Conformal Prediction of Customer Segment Memberships by Customer Type; Uncertainty, Quantified and Unquantified

TL;DR? Here’s the BLUF:

Conformal prediction methods can provide statistically valid certainty guarantees when predicting class (e.g., segment) memberships, or other kinds of outcomes, that machine learning models are often used for predicting. Depending on how these methods are used, the quality of the results can depend on characteristics of the objects (e.g., customers) that predictions are for. When such characteristics consist of a priori known types or groups, investigating the quality of conformal prediction results for them is very straightforward.

Conformal prediction is for quantifying uncertainty. Some kinds of uncertainty that decision-makers face may not be quantifiable.

 


This conformal prediction niblet is a follow up to a previous post “Conformal Prediction: Simple Model-Agnostic Prediction with Statistically Guaranteed Error Rates:”

https://lomabuena.blogspot.com/2023/12/conformal-prediction-simple-model.html

This previous post described calculating prediction sets using estimates from a gradient boosting classifier trained to predict customer memberships in four segments. See this previous post for more details.

Segment Membership Conformal Prediction for Customer Types

This post highlights a very simple point that might be obvious to many: conformal predictions that guarantee marginal (average) coverage of “ground truth” categories (in the present context, “true” segment labels) may not provide the same coverage for all objects, e.g., for all customers, or for different types of customers. There are easys way to examine and to guarantee coverage for specific a priori known types of customers.

In the last post, I used a certainty criterion of 67%, or two to one odds of coverage, when predicting customer segment memberships. The empirical estimate of coverage using 627 test customers was approximately 67.3%. It’s possible that coverage may not be 67% for all customers: the statistical guarantee is with respect to marginal, or average, coverage.

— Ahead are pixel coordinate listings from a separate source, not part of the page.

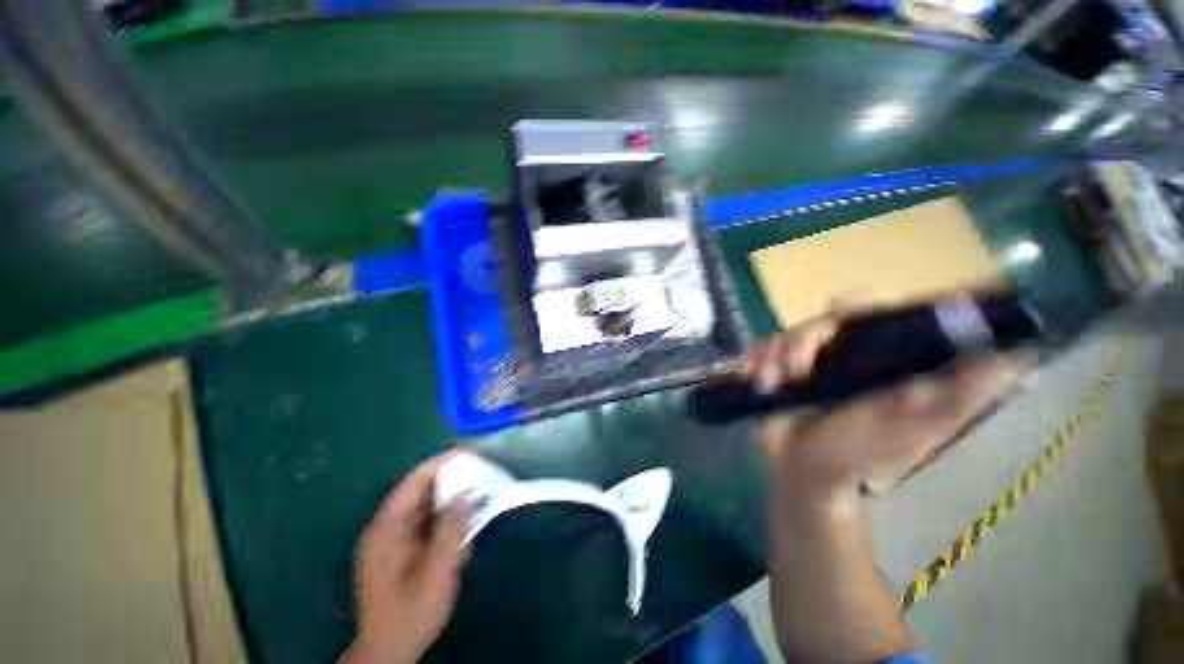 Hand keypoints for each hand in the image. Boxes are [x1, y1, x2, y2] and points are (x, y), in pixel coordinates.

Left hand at [340, 452, 468, 663]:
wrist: (389, 652)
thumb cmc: (411, 612)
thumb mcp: (436, 570)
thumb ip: (451, 527)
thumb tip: (466, 493)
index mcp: (386, 529)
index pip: (413, 482)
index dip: (441, 464)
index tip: (469, 454)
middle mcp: (386, 529)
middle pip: (419, 492)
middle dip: (450, 480)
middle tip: (480, 473)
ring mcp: (391, 541)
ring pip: (424, 507)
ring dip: (450, 500)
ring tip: (476, 495)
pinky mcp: (400, 552)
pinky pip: (424, 524)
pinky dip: (445, 519)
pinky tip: (462, 526)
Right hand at [746, 307, 1032, 498]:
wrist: (801, 469)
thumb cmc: (858, 454)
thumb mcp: (913, 430)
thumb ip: (954, 397)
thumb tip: (1009, 357)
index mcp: (880, 360)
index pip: (876, 314)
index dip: (861, 302)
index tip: (839, 303)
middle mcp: (844, 353)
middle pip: (821, 321)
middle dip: (800, 341)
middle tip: (791, 370)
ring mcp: (807, 360)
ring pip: (786, 334)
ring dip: (771, 356)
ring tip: (766, 384)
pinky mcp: (776, 368)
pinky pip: (760, 348)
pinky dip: (752, 359)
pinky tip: (750, 376)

Some customers may have lower coverage, and others, higher.

One of the customer features not used when training the classifier was “Work_Experience,” which apparently is a measure of years of work experience, from zero years upward. There are missing values in the data. For the purposes of the present example, I recoded this feature into a Boolean indicator of “one or more known years of experience,” which I refer to as "known work history" in the following.  We can examine marginal coverage based on this feature.

Going back to the results in the previous post, we observed the following distribution of prediction set sizes for the 627 test customers. These customers were not used for model training and validation, or for calibration:

Distribution of Predictive Set Sizes 

for 627 Test Customers

3    353
2    205
1     57
0     12

The leftmost column is set size in number of segments covered. The rightmost column is number of customers.  Note that 0 indicates customers for which the classifier is uninformative regarding segment membership.

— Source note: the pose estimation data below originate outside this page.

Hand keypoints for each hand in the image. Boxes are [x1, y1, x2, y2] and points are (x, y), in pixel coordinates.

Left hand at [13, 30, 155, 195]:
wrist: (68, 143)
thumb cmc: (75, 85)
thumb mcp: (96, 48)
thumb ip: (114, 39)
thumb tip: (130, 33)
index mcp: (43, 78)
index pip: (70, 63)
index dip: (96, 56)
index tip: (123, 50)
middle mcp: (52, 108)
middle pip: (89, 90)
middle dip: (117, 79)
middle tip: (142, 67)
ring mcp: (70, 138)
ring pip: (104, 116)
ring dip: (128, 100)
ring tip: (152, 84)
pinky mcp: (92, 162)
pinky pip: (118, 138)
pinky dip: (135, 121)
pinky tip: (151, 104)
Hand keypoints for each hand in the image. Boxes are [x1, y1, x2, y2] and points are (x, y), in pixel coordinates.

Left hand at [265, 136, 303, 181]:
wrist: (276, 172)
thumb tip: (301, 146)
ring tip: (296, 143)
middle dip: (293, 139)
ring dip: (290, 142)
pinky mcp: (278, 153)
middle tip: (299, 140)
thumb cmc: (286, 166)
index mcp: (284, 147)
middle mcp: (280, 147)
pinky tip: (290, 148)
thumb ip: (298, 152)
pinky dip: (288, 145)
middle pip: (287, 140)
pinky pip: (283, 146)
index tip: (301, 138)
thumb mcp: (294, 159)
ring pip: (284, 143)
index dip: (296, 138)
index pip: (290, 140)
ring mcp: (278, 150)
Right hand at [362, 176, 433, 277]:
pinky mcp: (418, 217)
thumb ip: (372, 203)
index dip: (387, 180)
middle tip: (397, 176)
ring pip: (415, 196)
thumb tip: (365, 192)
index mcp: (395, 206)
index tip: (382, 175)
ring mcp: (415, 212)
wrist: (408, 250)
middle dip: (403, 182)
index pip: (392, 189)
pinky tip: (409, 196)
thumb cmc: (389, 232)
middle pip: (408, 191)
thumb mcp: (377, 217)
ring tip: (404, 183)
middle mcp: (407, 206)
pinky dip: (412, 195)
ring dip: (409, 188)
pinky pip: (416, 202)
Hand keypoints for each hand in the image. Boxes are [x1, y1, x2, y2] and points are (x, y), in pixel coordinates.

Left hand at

We observed that the empirical coverage of the "true" labels obtained for these 627 customers was approximately 67.3%, close to the 67% certainty requirement we wanted.

 If segment-specific advertising and promotional tactics had been developed for some or all of the four segments, how might, or how should, these results affect decision-making about which new customers to actually target with those tactics? Targeting errors could result in opportunity costs.  For that matter, how might decision-making be affected if calibrated probability estimates for segment membership were available instead of prediction sets?

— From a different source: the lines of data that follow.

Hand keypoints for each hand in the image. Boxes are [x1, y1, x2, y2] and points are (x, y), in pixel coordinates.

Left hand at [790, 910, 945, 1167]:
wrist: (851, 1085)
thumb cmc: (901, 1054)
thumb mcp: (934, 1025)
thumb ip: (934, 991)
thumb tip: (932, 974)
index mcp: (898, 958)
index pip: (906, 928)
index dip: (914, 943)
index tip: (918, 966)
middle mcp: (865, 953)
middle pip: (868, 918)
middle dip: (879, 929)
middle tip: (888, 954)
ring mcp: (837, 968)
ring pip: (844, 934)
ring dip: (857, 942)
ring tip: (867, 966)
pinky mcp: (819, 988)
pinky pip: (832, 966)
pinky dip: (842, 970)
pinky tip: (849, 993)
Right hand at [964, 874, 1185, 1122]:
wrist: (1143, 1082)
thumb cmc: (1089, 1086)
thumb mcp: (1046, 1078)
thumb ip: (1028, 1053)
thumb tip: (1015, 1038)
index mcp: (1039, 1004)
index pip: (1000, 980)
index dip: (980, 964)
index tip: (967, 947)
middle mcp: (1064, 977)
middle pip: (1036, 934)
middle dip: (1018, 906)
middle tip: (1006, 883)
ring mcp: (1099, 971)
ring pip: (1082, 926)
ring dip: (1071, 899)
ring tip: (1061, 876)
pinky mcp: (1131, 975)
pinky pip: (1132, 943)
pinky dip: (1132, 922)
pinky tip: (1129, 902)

In any case, it is possible that the results for customers with known work history, and those for customers without it, might differ.   Here's how set sizes are distributed across the test customers depending on whether work history is known or not.

Known: false true size: 3 130 223 2 80 125 1 22 35 0 6 6

 

The distributions look pretty similar, don't they?  A  \chi^2 computed on this table is approximately 1.039 with 3 df. 

How about empirical coverage conditional on known work history? The empirical coverage for customers with known work history is about 68%, and for those with no known work history, approximately 66%. 

If larger differences in empirical coverage are observed, a simple thing to do is to select a conformity score quantile criterion, or threshold, value for each a priori known group of customers that provides the required degree of certainty for each group. You need enough data for each group to do this, of course. How much is enough? It has been suggested by Angelopoulos & Bates (2022) that 1,000 should be enough based on the notion that whether sets cover "ground truth" values can be considered to be beta-distributed. But you might try fewer.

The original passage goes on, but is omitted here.